IMPORT INTO

On this page

The IMPORT INTO statement imports CSV, Avro, or delimited data into an existing table by appending new rows to the table.

Considerations

IMPORT INTO takes the table offline before importing the data. The table will be online again once the job has completed successfully.
IMPORT INTO works with existing tables. To import data into a new table, see Import into a new table from a CSV file.
IMPORT INTO cannot be used during a rolling upgrade.
IMPORT INTO is a blocking statement. To run an IMPORT INTO job asynchronously, use the DETACHED option.
IMPORT INTO invalidates all foreign keys on the target table. To validate the foreign key(s), use the ALTER TABLE ... VALIDATE CONSTRAINT statement.
IMPORT INTO is an insert-only statement; it cannot be used to update existing rows. Imported rows cannot conflict with primary keys in the existing table, or any other UNIQUE constraint on the table.
IMPORT INTO does not offer SELECT or WHERE clauses to specify subsets of rows. To add a subset of rows to a table, use INSERT.
IMPORT INTO will cause any changefeeds running on the targeted table to fail.
IMPORT INTO supports importing into REGIONAL BY ROW tables.
At the beginning of an IMPORT INTO job, CockroachDB calculates and stores all user-defined types referenced by the table being imported into, including the crdb_internal_region type descriptor used in multi-region clusters. At the end of the job, CockroachDB checks if any user-defined types have been modified. If so, the IMPORT INTO job fails. Do not make modifications to your multi-region configuration or create or alter multi-region tables while running IMPORT INTO jobs.

Tip:

Optimize import operations in your applications by following our Import Performance Best Practices.

Before you begin

Before using IMPORT INTO, you should have:

An existing CockroachDB table to import into. IMPORT INTO supports computed columns and certain DEFAULT expressions.
Sufficient capacity in the CockroachDB store for the imported data.
The CSV or Avro data you want to import, preferably hosted on cloud storage. The import file location must be equally accessible to all nodes using the same import file location. This is necessary because the IMPORT INTO statement is issued once by the client, but is executed concurrently across all nodes of the cluster.

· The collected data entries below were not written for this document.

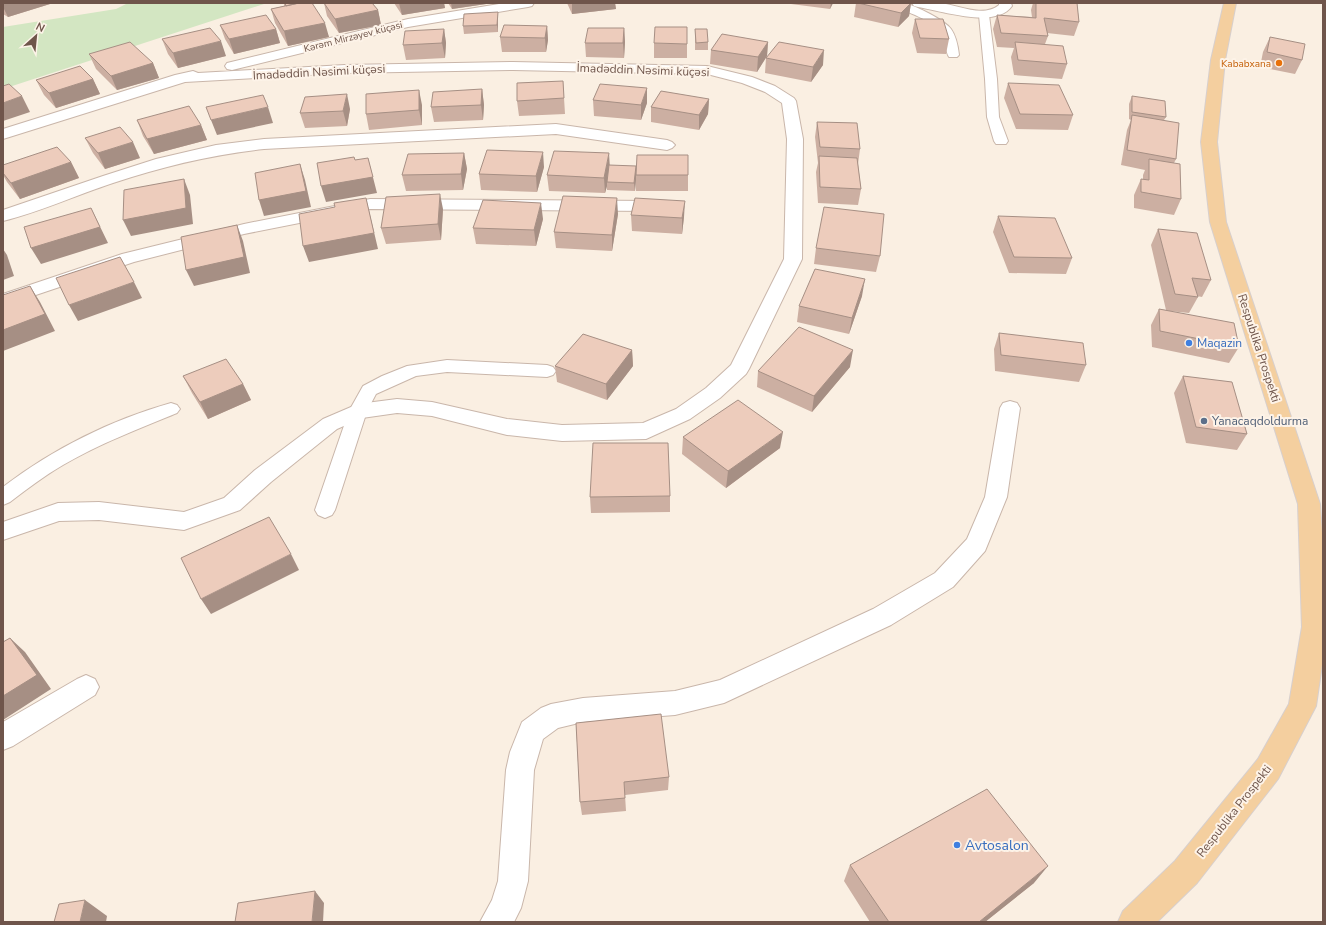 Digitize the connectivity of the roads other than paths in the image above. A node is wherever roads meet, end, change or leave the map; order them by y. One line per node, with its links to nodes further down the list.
1 (528, 3): 8 (street, Kərəm Mirzəyev küçəsi)
2 (895, 3): 7 (lane)
3 (918, 3): 6 (street)
4 (1005, 3): 6 (street)
5 (1230, 3): 25 (main road, Respublika Prospekti)
6 (984, 15): 10 (lane)
7 (953, 55)
8 (180, 78): 9 (street); 18 (street, İmadəddin Nəsimi küçəsi)
9 (3, 134)
10 (1001, 141)
11 (667, 145): 13 (street)
12 (656, 206): 14 (street)
13 (3, 216)
14 (3, 300)
15 (547, 371): 18 (lane)
16 (1010, 408): 24 (street)
17 (171, 409): 19 (lane)
18 (358, 411): 20 (lane); 21 (street, İmadəddin Nəsimi küçəsi)
19 (3, 497)
20 (325, 510)
21 (3, 531)
22 (86, 687): 23 (street)
23 (3, 737)
24 (496, 922)
25 (1134, 922)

Supported `DEFAULT` expressions

IMPORT INTO supports the following DEFAULT expressions:

DEFAULT expressions with user-defined types.
Constant DEFAULT expressions, which are expressions that return the same value in different statements. Examples include:
- Literals (booleans, strings, integers, decimals, dates).
- Functions where each argument is a constant expression and the functions themselves depend solely on their arguments (e.g., arithmetic operations, boolean logical operations, string operations).
random()
gen_random_uuid()
unique_rowid()
nextval()
Current TIMESTAMP functions that record the transaction timestamp, which include:
- current_date()
- current_timestamp()
- localtimestamp()
- now()
- statement_timestamp()
- timeofday()
- transaction_timestamp()

Available storage

Each node in the cluster is assigned an equal part of the imported data, and so must have enough temp space to store it. In addition, data is persisted as a normal table, and so there must also be enough space to hold the final, replicated data. The node's first-listed/default store directory must have enough available storage to hold its portion of the data.

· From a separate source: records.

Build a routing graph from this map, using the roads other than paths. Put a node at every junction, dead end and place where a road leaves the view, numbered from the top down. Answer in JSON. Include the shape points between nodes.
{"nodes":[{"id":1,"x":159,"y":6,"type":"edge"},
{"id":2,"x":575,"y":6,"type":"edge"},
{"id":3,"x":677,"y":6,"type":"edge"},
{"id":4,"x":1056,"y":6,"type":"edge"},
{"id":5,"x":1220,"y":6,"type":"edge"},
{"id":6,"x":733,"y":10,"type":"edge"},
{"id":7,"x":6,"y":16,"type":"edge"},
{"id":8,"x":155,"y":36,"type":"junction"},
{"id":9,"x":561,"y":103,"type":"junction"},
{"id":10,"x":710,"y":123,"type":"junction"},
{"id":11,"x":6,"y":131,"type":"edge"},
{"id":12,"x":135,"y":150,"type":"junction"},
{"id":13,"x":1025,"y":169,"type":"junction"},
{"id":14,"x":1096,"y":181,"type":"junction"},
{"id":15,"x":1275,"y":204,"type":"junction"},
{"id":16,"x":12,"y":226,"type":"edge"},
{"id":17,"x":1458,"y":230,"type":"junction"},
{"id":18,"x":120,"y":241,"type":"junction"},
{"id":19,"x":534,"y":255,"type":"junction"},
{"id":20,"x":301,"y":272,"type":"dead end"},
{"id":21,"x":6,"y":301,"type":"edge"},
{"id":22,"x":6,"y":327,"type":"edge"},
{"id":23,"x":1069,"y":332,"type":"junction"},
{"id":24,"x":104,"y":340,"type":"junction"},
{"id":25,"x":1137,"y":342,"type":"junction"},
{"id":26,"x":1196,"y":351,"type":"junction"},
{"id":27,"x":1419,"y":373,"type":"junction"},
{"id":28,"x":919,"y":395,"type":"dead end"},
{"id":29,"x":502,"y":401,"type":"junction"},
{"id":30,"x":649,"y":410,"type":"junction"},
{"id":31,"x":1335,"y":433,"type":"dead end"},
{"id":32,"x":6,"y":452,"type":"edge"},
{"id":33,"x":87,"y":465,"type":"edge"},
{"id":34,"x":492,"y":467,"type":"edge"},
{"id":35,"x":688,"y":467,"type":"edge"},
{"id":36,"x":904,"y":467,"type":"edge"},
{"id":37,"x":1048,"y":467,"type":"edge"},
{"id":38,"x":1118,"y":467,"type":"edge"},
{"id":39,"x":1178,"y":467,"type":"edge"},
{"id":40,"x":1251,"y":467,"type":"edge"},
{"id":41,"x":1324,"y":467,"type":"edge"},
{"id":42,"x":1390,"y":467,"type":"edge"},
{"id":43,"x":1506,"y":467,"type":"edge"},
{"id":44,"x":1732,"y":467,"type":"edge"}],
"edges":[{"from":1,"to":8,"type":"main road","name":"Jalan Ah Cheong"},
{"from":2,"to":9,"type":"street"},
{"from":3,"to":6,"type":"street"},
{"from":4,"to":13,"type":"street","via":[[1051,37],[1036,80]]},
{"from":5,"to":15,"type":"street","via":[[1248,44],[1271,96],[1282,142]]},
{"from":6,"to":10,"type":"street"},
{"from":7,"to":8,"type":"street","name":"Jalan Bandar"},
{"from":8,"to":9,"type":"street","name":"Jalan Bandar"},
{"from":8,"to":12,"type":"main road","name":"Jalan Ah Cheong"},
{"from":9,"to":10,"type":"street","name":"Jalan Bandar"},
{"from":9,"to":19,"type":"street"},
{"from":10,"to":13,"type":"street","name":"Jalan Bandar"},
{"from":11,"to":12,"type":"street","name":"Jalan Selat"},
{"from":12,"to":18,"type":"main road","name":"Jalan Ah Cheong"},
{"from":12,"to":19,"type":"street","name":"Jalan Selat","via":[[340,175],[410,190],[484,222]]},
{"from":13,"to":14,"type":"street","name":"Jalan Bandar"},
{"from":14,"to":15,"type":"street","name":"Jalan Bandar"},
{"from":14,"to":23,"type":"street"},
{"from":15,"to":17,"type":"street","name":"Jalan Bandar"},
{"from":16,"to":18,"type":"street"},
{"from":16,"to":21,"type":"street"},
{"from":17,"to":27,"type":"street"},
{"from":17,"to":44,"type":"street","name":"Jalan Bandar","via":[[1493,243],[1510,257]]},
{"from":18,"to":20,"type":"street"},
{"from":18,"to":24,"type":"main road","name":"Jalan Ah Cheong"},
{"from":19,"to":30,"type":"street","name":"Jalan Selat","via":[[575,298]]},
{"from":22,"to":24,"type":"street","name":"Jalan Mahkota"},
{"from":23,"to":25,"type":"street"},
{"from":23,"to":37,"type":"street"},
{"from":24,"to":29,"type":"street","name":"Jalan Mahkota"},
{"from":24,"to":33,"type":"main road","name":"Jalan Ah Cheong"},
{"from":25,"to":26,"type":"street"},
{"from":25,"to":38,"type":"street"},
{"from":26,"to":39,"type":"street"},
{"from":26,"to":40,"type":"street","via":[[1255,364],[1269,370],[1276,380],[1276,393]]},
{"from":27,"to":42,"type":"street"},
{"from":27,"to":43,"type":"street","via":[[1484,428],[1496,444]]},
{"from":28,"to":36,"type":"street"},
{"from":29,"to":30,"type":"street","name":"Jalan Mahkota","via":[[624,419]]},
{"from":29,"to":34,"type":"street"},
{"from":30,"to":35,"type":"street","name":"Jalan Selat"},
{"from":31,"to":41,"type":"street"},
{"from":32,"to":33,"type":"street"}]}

On cockroach start, if you set --max-disk-temp-storage, it must also be greater than the portion of the data a node will store in temp space.

Import file location

CockroachDB uses the URL provided to construct a secure API call to the service you specify. The URL structure depends on the type of file storage you are using. For more information, see the following:

You can create an external connection to represent an external storage or sink URI. This allows you to specify the external connection's name in statements rather than the provider-specific URI. For detail on using external connections, see the CREATE EXTERNAL CONNECTION page.

Required privileges

Table privileges

The user must have the INSERT and DROP privileges on the specified table. (DROP is required because the table is taken offline during the IMPORT INTO.)

Source privileges

You can grant a user the EXTERNALIOIMPLICITACCESS system-level privilege to interact with external resources that require implicit access.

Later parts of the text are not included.